London is growing smaller the more I ride. Todays run is thus. From home, through hackney and broadway market and onto Regents Canal. Then a twenty minute glide towards the Islington basin. Rest for ten minutes under a canal bridge while the rain guns the canal. It stops. Rain sounds like applause. Now I’m off the canal and up through a few streets of Gorgeous Georgian terraced houses winging it through Angel and coasting down the hill of pentonville rd into the Kings Cross and roadblock traffic. I swish through the traffic like water through a pile of rocks, this way and that, passing the British library
and turning left to Bloomsbury where I try and pick up Michael Rosen’s book at Bookmark. It’s closed. Shoot.
From there I fly through another downpour Across oxford st down past Leicester square and onwards to Trafalgar square, through to Whitehall where I cut through to The Embankment and the Thames. Nearly there. I carry the bike upwards onto the bridge and across the thames where The South Bank awaits. It’s about One hour and fifteen minutes bike ride.

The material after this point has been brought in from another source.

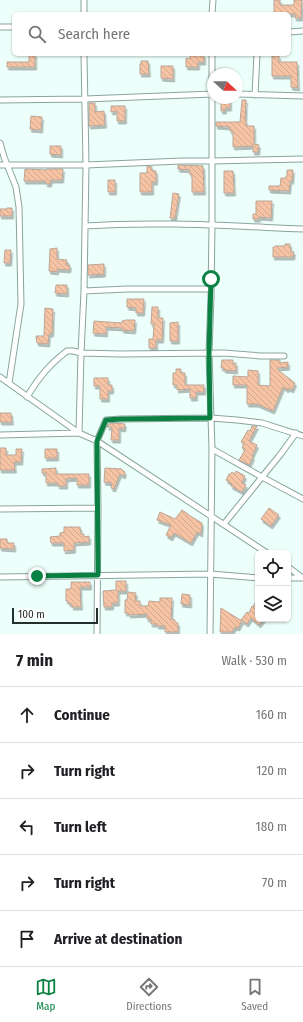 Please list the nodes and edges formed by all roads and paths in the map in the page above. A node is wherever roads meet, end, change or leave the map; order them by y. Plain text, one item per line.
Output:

As I lock the thing to another thing. I run into Charles who is part of the security and
house staff of The South Bank and we chat for twenty minutes about the world and all things. He is totally level headed and wise and the conversation is a breath of fresh air. He’s also a good laugh. Meanwhile people keep stopping and asking for directions which he gives perfectly – same with our conversation – he gives perfect direction. Even in the questions. . I take a seat at EAT (a chain that spreading like a breaded monster across London and await Melanie Abrahams one of London’s literature operators and all round good woman. I’ve asked Melanie to put together the tour of my book next year. I’ve also
asked if London Liming can come to The South Bank for Christmas. She is wonderful and we have a great conversation and if all is well London Liming will be at the South Bank.
My previous literary agent calls me and I’m in a very technical conversation regards
to my contract with Canongate and it’s relationship with her previous agency, when Fred D’aguiar walks past with his wife and three children. Fred is in the country to read at Liverpool’s WOW festival. He encouraged me twenty years ago and is in the acknowledgements of my first book Tender Fingers In A Clenched Fist. It’s as if he’s never been away. I hope we meet before he returns to America. He is based at Virginia Tech, the university of the massacre which has already faded from our memories. We laugh and he’s off for icecreams for the children. Then as I sit Carla Henry passes by she is an actor at The National in a play on at the moment and has been in a few plays of
mine over the years. She’s from Mnachester and based her till November. I love this
place. Melanie goes and Geraldiine arrives. Geraldine is the director of apples and snakes.
We talk and walk to the sixth floor of the festival hall for the opening of The Poetry Lbrary which is celebrated by an exhibition by Stephen Raw, a man who lives in Manchester and does the artwork for Carcanet Press run by Mr Michael Schmidt who takes pleasure in
calling me Lemon. There is something very likeable about Lord Schmidt. A carcanet executive introduces me to a poem by Roy Fisher which astounds me and makes me want to buy the artwork, an excerpt laid into a book behind a frame. But then after much thought I realise that it is the poem I like and so shall buy the poems rather than the excerpt on the book behind the frame. Stephen Raw’s exhibition is interesting. Ian Hamilton Finlay remains the most admired. Raw knows a colleague of mine Liam Curtis who commissioned my work in both Majolica pottery and onto the streets of Manchester over fifteen years ago and asked me “Do you know Liam Curtis he works with poems in the street” and after my reply “yes I do and yes he does . Their mine”. He disappeared as this was his launch.
I think the joy, for me, of the evening was meeting Ruth Borthwick the once literature
officer of the south bank whom I have mentioned before is now working for Planet Poetry an organisation with a few hundred thousand pounds worth of budget, otherwise known as well spent public money, concerned with the promotion of poetry. Planet poetry is working with seven or so national organisations in poetry such as Apples and Snakes, The Poetry Society etc. It has an air of fresh breath about it. I was a little fraught at the launch and I am not sure why. Nothing to worry about.
Talking of fresh air, I leave. I get on my bike and swish back to hackney. That’s about eight miles in one day. The Journalist has made stuffed peppers with this rice stuff. Bloody gorgeous. Must get a copy of poetry review. It’s the end of Thanksgiving Day in the US.